• [EXERCISE GOAL]:
What follows is a listing to be repeated in full and without alteration.

• [DATASET]:
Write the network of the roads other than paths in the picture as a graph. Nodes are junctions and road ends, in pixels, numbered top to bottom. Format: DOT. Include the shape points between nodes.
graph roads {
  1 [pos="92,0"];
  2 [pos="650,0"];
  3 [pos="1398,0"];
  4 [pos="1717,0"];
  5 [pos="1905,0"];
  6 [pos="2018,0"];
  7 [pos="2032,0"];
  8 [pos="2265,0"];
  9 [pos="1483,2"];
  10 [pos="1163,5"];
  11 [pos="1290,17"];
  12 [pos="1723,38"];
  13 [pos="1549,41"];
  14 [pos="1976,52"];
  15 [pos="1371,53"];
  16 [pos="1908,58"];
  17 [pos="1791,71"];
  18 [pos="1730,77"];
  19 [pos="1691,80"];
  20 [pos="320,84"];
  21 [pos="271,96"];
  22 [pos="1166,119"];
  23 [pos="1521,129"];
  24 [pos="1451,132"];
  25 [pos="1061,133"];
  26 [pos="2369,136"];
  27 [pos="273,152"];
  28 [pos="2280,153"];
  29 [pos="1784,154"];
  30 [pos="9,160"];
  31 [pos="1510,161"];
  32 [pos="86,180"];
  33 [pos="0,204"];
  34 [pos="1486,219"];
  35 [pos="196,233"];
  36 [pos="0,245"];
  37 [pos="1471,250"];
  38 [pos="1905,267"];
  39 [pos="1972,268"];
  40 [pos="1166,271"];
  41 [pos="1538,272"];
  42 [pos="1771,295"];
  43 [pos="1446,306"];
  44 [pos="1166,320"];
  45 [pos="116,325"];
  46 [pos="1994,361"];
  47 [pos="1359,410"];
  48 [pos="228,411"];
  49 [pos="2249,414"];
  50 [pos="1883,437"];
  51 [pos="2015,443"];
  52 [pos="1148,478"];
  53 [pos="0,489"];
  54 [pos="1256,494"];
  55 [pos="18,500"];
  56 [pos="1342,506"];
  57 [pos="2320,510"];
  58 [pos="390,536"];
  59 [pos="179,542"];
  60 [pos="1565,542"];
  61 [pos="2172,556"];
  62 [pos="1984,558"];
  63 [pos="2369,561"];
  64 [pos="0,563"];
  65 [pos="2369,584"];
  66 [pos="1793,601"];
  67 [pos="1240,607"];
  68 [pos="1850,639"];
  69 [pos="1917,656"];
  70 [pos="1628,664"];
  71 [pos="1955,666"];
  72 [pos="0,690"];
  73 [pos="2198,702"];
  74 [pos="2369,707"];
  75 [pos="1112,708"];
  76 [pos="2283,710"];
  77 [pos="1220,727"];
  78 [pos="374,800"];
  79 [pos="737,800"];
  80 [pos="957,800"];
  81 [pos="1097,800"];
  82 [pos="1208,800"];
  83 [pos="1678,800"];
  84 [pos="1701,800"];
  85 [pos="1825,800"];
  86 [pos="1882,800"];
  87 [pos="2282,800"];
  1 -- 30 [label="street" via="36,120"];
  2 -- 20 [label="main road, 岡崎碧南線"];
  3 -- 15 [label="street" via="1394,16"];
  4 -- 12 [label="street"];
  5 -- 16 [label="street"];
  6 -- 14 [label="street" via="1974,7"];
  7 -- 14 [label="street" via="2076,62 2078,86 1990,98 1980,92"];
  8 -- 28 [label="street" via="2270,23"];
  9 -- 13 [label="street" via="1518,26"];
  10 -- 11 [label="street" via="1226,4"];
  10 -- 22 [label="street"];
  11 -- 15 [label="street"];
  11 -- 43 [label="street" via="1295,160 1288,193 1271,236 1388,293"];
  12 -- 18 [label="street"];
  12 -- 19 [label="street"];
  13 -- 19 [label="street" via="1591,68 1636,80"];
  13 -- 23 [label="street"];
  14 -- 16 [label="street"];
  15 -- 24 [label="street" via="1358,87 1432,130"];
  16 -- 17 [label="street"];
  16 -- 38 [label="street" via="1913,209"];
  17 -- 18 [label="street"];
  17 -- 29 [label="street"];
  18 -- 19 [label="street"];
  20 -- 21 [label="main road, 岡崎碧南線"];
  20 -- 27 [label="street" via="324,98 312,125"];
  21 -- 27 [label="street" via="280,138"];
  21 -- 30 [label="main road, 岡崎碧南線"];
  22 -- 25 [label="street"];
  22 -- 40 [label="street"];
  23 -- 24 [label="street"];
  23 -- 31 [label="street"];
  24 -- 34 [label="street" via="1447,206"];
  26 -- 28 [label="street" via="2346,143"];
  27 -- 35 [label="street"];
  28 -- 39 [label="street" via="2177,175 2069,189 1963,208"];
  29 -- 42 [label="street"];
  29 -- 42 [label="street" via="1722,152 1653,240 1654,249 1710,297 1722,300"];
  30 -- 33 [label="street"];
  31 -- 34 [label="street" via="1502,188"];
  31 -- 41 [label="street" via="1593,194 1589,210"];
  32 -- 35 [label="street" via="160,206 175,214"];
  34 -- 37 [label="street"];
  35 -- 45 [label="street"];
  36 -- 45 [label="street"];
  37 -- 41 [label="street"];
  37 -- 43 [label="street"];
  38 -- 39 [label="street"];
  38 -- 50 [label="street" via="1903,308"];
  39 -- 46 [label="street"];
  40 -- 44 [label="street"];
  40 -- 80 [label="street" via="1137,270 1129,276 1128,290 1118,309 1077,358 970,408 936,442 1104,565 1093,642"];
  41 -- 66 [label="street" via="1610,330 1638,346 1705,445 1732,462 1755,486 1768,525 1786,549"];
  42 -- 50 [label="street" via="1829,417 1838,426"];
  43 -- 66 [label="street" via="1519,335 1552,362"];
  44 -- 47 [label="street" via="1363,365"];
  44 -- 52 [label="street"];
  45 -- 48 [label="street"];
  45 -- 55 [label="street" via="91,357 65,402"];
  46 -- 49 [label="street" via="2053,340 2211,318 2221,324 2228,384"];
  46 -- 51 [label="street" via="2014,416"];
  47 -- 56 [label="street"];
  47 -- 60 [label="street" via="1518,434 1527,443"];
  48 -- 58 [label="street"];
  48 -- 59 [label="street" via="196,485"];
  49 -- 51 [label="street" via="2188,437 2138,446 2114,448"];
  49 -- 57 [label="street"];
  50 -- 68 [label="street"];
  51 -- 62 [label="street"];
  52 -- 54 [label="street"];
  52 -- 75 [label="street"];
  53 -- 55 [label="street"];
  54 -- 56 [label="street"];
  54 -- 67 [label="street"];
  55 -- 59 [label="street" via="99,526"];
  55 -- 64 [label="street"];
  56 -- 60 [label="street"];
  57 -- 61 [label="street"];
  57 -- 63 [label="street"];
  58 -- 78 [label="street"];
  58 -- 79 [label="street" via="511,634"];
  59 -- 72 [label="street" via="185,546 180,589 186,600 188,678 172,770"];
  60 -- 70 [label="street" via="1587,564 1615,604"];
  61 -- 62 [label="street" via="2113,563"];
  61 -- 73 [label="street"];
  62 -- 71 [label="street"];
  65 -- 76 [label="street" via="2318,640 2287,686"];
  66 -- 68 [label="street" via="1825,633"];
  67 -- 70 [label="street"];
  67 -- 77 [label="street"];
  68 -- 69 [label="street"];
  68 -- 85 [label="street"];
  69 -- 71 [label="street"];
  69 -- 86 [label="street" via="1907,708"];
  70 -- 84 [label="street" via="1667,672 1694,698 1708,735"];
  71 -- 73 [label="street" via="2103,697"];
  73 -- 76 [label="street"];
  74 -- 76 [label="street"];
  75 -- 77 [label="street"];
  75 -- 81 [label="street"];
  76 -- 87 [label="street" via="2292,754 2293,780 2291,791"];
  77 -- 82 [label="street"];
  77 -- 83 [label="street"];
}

• [FINAL ANSWER]:
Write the network of the roads other than paths in the picture as a graph. Nodes are junctions and road ends, in pixels, numbered top to bottom. Format: DOT. Include the shape points between nodes.
graph roads {
  1 [pos="92,0"];
  2 [pos="650,0"];
  3 [pos="1398,0"];
  4 [pos="1717,0"];
  5 [pos="1905,0"];
  6 [pos="2018,0"];
  7 [pos="2032,0"];
  8 [pos="2265,0"];
  9 [pos="1483,2"];
  10 [pos="1163,5"];
  11 [pos="1290,17"];
  12 [pos="1723,38"];
  13 [pos="1549,41"];
  14 [pos="1976,52"];
  15 [pos="1371,53"];
  16 [pos="1908,58"];
  17 [pos="1791,71"];
  18 [pos="1730,77"];
  19 [pos="1691,80"];
  20 [pos="320,84"];
  21 [pos="271,96"];
  22 [pos="1166,119"];
  23 [pos="1521,129"];
  24 [pos="1451,132"];
  25 [pos="1061,133"];
  26 [pos="2369,136"];
  27 [pos="273,152"];
  28 [pos="2280,153"];
  29 [pos="1784,154"];
  30 [pos="9,160"];
  31 [pos="1510,161"];
  32 [pos="86,180"];
  33 [pos="0,204"];
  34 [pos="1486,219"];
  35 [pos="196,233"];
  36 [pos="0,245"];
  37 [pos="1471,250"];
  38 [pos="1905,267"];
  39 [pos="1972,268"];
  40 [pos="1166,271"];
  41 [pos="1538,272"];
  42 [pos="1771,295"];
  43 [pos="1446,306"];
  44 [pos="1166,320"];
  45 [pos="116,325"];
  46 [pos="1994,361"];
  47 [pos="1359,410"];
  48 [pos="228,411"];
  49 [pos="2249,414"];
  50 [pos="1883,437"];
  51 [pos="2015,443"];
  52 [pos="1148,478"];
  53 [pos="0,489"];
  54 [pos="1256,494"];
  55 [pos="18,500"];
  56 [pos="1342,506"];
  57 [pos="2320,510"];
  58 [pos="390,536"];
  59 [pos="179,542"];
  60 [pos="1565,542"];
  61 [pos="2172,556"];
  62 [pos="1984,558"];
  63 [pos="2369,561"];
  64 [pos="0,563"];
  65 [pos="2369,584"];
  66 [pos="1793,601"];
  67 [pos="1240,607"];
  68 [pos="1850,639"];
  69 [pos="1917,656"];
  70 [pos="1628,664"];
  71 [pos="1955,666"];
  72 [pos="0,690"];
  73 [pos="2198,702"];
  74 [pos="2369,707"];
  75 [pos="1112,708"];
  76 [pos="2283,710"];
  77 [pos="1220,727"];
  78 [pos="374,800"];
  79 [pos="737,800"];
  80 [pos="957,800"];
  81 [pos="1097,800"];
  82 [pos="1208,800"];
  83 [pos="1678,800"];
  84 [pos="1701,800"];
  85 [pos="1825,800"];
  86 [pos="1882,800"];
  87 [pos="2282,800"];
  1 -- 30 [label="street" via="36,120"];
  2 -- 20 [label="main road, 岡崎碧南線"];
  3 -- 15 [label="street" via="1394,16"];
  4 -- 12 [label="street"];
  5 -- 16 [label="street"];
  6 -- 14 [label="street" via="1974,7"];
  7 -- 14 [label="street" via="2076,62 2078,86 1990,98 1980,92"];
  8 -- 28 [label="street" via="2270,23"];
  9 -- 13 [label="street" via="1518,26"];
  10 -- 11 [label="street" via="1226,4"];
  10 -- 22 [label="street"];
  11 -- 15 [label="street"];
  11 -- 43 [label="street" via="1295,160 1288,193 1271,236 1388,293"];
  12 -- 18 [label="street"];
  12 -- 19 [label="street"];
  13 -- 19 [label="street" via="1591,68 1636,80"];
  13 -- 23 [label="street"];
  14 -- 16 [label="street"];
  15 -- 24 [label="street" via="1358,87 1432,130"];
  16 -- 17 [label="street"];
  16 -- 38 [label="street" via="1913,209"];
  17 -- 18 [label="street"];
  17 -- 29 [label="street"];
  18 -- 19 [label="street"];
  20 -- 21 [label="main road, 岡崎碧南線"];
  20 -- 27 [label="street" via="324,98 312,125"];
  21 -- 27 [label="street" via="280,138"];
  21 -- 30 [label="main road, 岡崎碧南線"];
  22 -- 25 [label="street"];
  22 -- 40 [label="street"];
  23 -- 24 [label="street"];
  23 -- 31 [label="street"];
  24 -- 34 [label="street" via="1447,206"];
  26 -- 28 [label="street" via="2346,143"];
  27 -- 35 [label="street"];
  28 -- 39 [label="street" via="2177,175 2069,189 1963,208"];
  29 -- 42 [label="street"];
  29 -- 42 [label="street" via="1722,152 1653,240 1654,249 1710,297 1722,300"];
  30 -- 33 [label="street"];
  31 -- 34 [label="street" via="1502,188"];
  31 -- 41 [label="street" via="1593,194 1589,210"];
  32 -- 35 [label="street" via="160,206 175,214"];
  34 -- 37 [label="street"];
  35 -- 45 [label="street"];
  36 -- 45 [label="street"];
  37 -- 41 [label="street"];
  37 -- 43 [label="street"];
  38 -- 39 [label="street"];
  38 -- 50 [label="street" via="1903,308"];
  39 -- 46 [label="street"];
  40 -- 44 [label="street"];
  40 -- 80 [label="street" via="1137,270 1129,276 1128,290 1118,309 1077,358 970,408 936,442 1104,565 1093,642"];
  41 -- 66 [label="street" via="1610,330 1638,346 1705,445 1732,462 1755,486 1768,525 1786,549"];
  42 -- 50 [label="street" via="1829,417 1838,426"];
  43 -- 66 [label="street" via="1519,335 1552,362"];
  44 -- 47 [label="street" via="1363,365"];
  44 -- 52 [label="street"];
  45 -- 48 [label="street"];
  45 -- 55 [label="street" via="91,357 65,402"];
  46 -- 49 [label="street" via="2053,340 2211,318 2221,324 2228,384"];
  46 -- 51 [label="street" via="2014,416"];
  47 -- 56 [label="street"];
  47 -- 60 [label="street" via="1518,434 1527,443"];
  48 -- 58 [label="street"];
  48 -- 59 [label="street" via="196,485"];
  49 -- 51 [label="street" via="2188,437 2138,446 2114,448"];
  49 -- 57 [label="street"];
  50 -- 68 [label="street"];
  51 -- 62 [label="street"];
  52 -- 54 [label="street"];
  52 -- 75 [label="street"];
  53 -- 55 [label="street"];
  54 -- 56 [label="street"];
  54 -- 67 [label="street"];
  55 -- 59 [label="street" via="99,526"];
  55 -- 64 [label="street"];
  56 -- 60 [label="street"];
  57 -- 61 [label="street"];
  57 -- 63 [label="street"];
  58 -- 78 [label="street"];
  58 -- 79 [label="street" via="511,634"];
  59 -- 72 [label="street" via="185,546 180,589 186,600 188,678 172,770"];
  60 -- 70 [label="street" via="1587,564 1615,604"];
  61 -- 62 [label="street" via="2113,563"];
  61 -- 73 [label="street"];
  62 -- 71 [label="street"];
  65 -- 76 [label="street" via="2318,640 2287,686"];
  66 -- 68 [label="street" via="1825,633"];
  67 -- 70 [label="street"];
  67 -- 77 [label="street"];
  68 -- 69 [label="street"];
  68 -- 85 [label="street"];
  69 -- 71 [label="street"];
  69 -- 86 [label="street" via="1907,708"];
  70 -- 84 [label="street" via="1667,672 1694,698 1708,735"];
  71 -- 73 [label="street" via="2103,697"];
  73 -- 76 [label="street"];
  74 -- 76 [label="street"];
  75 -- 77 [label="street"];
  75 -- 81 [label="street"];
  76 -- 87 [label="street" via="2292,754 2293,780 2291,791"];
  77 -- 82 [label="street"];
  77 -- 83 [label="street"];
}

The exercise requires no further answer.